The pattern is not coincidental. It is coordinated legislative pressure, and gaming is the entry point, precisely because gaming is socially acceptable, the player base is broad, and child safety arguments land easily. Once identity verification is standard on consoles, the argument for extending it to PC operating systems, mobile devices, and eventually any networked service becomes structurally easier to make. The precedent is being set right now, in the form of a June 2026 PlayStation deadline in the UK.
Platforms which implement age checks that require sensitive information such as a government-issued ID will likely be more of a target for cybercriminals. As more platforms comply with the age checks, it becomes more likely that a data breach on at least one of these platforms can reveal extremely sensitive information, which can likely result in identity theft. This is not hypothetical. Last year, Sony’s PlayStation Network suffered a data breach disclosing the personal details of users.
What You Can Do
Make noise now. Legislation is reversible before it becomes entrenched infrastructure. Once the verification layer is embedded in every major platform, rolling it back requires overturning laws, unwinding corporate agreements, and rebuilding political will, a much higher bar than it is today.
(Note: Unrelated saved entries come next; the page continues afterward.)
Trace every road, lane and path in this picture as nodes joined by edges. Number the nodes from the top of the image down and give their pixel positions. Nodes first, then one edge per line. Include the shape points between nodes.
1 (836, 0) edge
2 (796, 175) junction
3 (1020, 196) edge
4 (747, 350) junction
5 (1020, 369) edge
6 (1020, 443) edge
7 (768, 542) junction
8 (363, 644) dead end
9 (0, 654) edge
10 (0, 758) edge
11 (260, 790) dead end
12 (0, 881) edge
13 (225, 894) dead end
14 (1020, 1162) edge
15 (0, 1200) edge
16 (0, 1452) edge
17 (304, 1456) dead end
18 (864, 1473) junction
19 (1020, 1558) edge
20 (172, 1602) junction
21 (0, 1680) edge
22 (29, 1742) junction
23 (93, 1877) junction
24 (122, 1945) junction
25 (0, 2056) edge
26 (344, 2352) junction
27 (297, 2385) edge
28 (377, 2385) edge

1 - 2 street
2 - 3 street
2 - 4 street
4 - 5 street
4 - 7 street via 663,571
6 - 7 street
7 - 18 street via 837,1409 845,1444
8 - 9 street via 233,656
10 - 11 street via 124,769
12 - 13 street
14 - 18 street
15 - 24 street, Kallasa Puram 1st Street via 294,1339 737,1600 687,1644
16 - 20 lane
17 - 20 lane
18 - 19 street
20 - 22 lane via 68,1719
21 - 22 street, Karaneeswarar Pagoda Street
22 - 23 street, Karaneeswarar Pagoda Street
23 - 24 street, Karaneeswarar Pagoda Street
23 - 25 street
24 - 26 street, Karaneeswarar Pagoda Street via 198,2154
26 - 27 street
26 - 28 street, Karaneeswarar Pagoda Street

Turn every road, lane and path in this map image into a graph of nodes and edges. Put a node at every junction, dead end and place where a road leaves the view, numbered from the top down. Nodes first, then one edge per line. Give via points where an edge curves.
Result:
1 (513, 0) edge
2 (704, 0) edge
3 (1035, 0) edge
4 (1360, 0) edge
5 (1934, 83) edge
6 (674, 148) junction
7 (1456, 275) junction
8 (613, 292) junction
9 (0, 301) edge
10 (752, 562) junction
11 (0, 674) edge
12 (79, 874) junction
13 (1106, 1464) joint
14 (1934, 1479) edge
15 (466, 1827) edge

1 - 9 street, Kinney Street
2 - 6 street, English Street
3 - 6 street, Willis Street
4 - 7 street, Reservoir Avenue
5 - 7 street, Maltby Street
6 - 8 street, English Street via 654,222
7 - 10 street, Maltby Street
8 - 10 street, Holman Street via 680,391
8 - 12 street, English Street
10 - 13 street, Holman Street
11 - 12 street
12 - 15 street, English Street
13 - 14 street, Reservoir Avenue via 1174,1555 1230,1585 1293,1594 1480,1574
Watch Rossmann’s video. Watch GN’s breakdown. Share both. Contact your representatives. Support digital rights organizations: the Electronic Frontier Foundation (EFF), the Open Rights Group (UK), and equivalent bodies in your region. The EFF has published analysis arguing that OS-level age verification bills are unconstitutional.
The question is not whether Sony is complying with the law. It is. The question is whether this law should exist, and whether the infrastructure being built in its name, powered by a company with an active regulatory fine for mishandling biometric data, is something players should accept without a word.